The problem »
Take the data below and filter it for lines containing the word "Jocotitlán"; show each line found.

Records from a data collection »
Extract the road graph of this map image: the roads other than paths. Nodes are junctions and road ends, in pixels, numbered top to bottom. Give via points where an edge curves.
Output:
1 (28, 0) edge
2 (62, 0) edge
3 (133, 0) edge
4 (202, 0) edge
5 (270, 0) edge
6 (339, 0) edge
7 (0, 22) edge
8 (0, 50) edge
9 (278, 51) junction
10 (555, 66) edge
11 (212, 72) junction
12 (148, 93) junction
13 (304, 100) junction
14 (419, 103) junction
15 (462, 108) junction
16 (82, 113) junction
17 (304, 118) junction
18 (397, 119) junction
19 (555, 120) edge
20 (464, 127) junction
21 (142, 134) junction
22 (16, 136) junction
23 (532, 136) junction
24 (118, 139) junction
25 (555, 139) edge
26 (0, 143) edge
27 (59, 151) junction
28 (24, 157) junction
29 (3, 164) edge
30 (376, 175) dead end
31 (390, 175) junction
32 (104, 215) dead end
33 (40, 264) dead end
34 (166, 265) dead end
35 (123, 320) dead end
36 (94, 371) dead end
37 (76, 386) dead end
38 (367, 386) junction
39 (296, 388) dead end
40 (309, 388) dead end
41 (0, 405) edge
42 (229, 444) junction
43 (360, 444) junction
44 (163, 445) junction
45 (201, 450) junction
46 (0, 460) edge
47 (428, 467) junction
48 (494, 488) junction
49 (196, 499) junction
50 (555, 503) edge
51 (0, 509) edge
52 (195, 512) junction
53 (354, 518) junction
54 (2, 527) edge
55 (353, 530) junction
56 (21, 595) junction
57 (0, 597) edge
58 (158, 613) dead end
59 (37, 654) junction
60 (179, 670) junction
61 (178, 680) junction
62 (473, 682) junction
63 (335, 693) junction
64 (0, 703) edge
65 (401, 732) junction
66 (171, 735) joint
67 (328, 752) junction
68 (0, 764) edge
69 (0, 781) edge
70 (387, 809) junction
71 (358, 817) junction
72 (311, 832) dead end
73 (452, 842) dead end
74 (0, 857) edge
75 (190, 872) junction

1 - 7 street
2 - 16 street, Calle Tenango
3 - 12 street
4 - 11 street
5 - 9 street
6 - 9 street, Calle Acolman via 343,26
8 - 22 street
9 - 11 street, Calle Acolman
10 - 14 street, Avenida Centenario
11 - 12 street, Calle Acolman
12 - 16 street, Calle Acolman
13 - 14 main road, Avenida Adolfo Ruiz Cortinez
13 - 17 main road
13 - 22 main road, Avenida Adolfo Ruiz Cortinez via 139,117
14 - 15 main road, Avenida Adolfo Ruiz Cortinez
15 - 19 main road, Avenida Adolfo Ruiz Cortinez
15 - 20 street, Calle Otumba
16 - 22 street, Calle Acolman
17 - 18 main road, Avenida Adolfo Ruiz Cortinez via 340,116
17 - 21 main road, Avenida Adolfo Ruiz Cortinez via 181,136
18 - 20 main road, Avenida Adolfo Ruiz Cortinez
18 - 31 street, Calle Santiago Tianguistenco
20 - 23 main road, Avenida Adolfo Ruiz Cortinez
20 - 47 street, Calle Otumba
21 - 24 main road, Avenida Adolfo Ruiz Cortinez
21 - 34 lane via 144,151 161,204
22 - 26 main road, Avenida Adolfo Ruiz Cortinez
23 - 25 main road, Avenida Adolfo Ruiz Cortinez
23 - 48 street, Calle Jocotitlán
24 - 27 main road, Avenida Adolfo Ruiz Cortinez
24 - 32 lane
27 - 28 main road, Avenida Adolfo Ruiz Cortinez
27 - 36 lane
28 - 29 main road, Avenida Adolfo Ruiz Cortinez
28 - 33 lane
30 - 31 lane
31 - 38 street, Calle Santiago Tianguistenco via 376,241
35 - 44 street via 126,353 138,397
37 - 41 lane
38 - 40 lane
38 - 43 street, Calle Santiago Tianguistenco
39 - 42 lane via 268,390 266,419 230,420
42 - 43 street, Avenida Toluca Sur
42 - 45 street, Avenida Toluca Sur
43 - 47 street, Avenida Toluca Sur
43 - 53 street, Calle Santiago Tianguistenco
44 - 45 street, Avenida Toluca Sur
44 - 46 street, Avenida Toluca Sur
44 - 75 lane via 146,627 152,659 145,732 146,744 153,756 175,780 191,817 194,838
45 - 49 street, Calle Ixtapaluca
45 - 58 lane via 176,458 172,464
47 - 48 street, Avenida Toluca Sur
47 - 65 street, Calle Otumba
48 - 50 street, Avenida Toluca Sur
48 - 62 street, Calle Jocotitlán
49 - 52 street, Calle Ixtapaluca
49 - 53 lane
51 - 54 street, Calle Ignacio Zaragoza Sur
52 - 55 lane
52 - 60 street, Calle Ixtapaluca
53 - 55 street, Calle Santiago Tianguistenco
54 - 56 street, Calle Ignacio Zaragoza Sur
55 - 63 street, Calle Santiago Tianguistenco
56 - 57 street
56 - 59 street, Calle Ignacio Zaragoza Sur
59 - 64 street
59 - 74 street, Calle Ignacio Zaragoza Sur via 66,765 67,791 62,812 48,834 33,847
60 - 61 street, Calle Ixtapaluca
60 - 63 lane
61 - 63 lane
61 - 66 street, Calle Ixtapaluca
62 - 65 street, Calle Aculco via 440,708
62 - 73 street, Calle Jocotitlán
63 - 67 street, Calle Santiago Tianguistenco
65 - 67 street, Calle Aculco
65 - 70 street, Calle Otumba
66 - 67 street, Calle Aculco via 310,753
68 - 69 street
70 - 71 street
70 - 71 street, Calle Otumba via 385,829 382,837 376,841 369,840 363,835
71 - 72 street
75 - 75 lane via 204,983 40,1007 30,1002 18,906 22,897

Exercise answer »
23 - 48 street, Calle Jocotitlán
48 - 62 street, Calle Jocotitlán
62 - 73 street, Calle Jocotitlán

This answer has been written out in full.